For a long time, she would get frustrated when she couldn’t figure out how to read the word of the day, and so I really leaned into the drawings in that section, but she eventually got the hang of sounding out the syllables, and we would have a little dance party by the table in the living room whenever she figured out the day’s puzzle.
I try never to repeat a headline in this newspaper, which is difficult enough when you’re quoting a little kid for six hundred and fifty days straight, but it gets much harder when you’re trying to scramble for a new word that same little kid can hopefully manage to sound out on her own. I’ve used BELLY more than once1, MAP on several occasions, KITTY and CAT repeatedly (and obviously). I should have known that I used STINKY so recently; Kina certainly remembered, and she insisted I make a last-minute edit.
So, today’s word is SLEEPY, which she was pleased to finally unlock, along with all the words in They Get Wet—a Peppa Pig phonics story that explores all the wonders of the short /ĕ/ vowel, and of the various ways in which Peppa’s family can have their dry clothes ruined. Grampy Rabbit has a particularly tough time, but I can assure you that it all ends well.
I’m glad Kina’s in school these days, because I get to see her come home every day with some radical new skill or vowel mastery. Reading is such a huge milestone for me to see in her. Even when she was small, I would read huge stacks of books to her before putting her down to bed. I remember reading Little Owl’s Night to Kina when she was barely a year old; her involvement in that book was constrained to kissing the owl on one of her favorite pages, every day, until the page got sticky and began to peel.
Now that she can sound bits of the book out herself, I feel like we’ve unpacked a part of her life that will help Kina discover more about the world, and about herself, than she was ever capable of before; reading has made me whole so many times in my life, when I’ve needed to be made whole. Kina knows there’s something in a book that she can discover without even needing to ask. Instead of having to pick for answers from me, she can wander in her discovery.
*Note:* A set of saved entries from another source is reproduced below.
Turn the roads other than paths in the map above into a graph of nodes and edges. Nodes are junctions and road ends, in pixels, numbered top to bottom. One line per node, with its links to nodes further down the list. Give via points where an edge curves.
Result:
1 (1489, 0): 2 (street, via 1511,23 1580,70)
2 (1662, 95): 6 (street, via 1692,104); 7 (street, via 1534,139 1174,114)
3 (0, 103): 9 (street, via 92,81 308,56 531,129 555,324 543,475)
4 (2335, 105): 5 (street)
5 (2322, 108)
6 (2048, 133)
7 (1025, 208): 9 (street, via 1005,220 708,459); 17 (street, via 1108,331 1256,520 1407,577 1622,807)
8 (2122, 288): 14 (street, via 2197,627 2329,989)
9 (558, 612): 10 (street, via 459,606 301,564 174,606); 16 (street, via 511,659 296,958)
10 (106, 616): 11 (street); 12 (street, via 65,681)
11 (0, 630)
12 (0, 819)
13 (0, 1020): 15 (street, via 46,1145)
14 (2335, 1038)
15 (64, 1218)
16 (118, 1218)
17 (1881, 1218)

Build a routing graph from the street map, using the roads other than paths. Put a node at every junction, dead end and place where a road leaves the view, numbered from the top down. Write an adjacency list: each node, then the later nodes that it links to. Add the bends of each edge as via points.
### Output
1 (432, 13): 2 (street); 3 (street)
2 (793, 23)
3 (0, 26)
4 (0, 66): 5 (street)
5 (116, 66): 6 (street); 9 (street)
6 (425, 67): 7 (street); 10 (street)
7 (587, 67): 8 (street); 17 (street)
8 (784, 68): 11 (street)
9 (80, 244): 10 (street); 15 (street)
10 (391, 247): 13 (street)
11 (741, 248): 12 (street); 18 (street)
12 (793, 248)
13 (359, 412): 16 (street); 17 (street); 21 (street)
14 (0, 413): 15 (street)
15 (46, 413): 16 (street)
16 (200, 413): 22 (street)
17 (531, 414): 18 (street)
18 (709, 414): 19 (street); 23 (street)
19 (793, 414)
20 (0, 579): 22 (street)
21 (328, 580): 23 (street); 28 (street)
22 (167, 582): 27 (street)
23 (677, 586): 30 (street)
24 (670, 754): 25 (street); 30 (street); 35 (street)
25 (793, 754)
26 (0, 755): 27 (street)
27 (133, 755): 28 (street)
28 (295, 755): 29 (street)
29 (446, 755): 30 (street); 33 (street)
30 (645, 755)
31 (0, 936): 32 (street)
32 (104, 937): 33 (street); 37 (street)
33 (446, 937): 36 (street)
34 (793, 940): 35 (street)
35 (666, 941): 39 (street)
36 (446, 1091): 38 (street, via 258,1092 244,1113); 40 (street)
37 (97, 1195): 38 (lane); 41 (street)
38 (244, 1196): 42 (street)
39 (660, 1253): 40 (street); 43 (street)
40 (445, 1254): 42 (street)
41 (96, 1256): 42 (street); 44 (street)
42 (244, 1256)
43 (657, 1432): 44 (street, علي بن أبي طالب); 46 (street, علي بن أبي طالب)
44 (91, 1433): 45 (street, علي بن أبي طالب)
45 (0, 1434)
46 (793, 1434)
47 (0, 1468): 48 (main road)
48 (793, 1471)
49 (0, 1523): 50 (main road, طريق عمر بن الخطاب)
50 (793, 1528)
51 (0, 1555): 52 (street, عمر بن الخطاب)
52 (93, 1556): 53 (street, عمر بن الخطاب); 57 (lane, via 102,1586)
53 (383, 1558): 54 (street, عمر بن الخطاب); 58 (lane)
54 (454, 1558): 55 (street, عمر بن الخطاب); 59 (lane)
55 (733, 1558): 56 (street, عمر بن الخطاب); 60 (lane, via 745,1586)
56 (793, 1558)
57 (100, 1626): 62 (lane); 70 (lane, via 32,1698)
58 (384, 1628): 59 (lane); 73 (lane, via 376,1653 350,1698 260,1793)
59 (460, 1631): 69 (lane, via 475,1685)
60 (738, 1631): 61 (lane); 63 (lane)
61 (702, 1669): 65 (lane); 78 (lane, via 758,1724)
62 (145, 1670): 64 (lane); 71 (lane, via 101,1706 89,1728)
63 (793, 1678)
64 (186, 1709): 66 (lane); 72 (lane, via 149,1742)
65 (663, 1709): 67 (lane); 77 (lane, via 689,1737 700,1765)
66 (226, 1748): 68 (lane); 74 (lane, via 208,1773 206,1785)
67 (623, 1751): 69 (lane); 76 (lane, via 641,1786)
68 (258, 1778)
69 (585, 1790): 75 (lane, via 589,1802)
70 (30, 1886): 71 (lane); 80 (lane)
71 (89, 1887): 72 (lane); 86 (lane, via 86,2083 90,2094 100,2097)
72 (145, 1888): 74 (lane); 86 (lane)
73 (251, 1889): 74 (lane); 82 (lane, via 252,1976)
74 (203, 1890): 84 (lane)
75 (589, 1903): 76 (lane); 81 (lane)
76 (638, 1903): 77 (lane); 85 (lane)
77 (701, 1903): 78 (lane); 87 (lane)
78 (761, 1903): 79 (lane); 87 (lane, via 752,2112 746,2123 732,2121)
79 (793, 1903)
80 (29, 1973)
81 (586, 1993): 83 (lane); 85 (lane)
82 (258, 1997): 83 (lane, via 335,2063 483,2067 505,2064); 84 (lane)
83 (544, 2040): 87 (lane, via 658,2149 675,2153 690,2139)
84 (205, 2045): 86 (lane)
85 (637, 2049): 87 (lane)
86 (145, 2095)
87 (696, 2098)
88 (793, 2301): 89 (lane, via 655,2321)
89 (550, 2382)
There are twelve linear feet of children’s books in this house, and a whole collection of stories I’ve been waiting to hand to her. I know it’s just Peppa Pig today, but the Young Reader’s Section of this house is huge, and it’s happy to meet Kina, who is very very SLEEPY tonight, and already dressed for tomorrow.
In trying to find the second instance of BELLY, I managed to find it in an edition I forgot to write a newsletter for, whose headline was “PITEOUS ORPHAN MUST BE FED BY HAND”. We regret the omission. I was probably SLEEPY.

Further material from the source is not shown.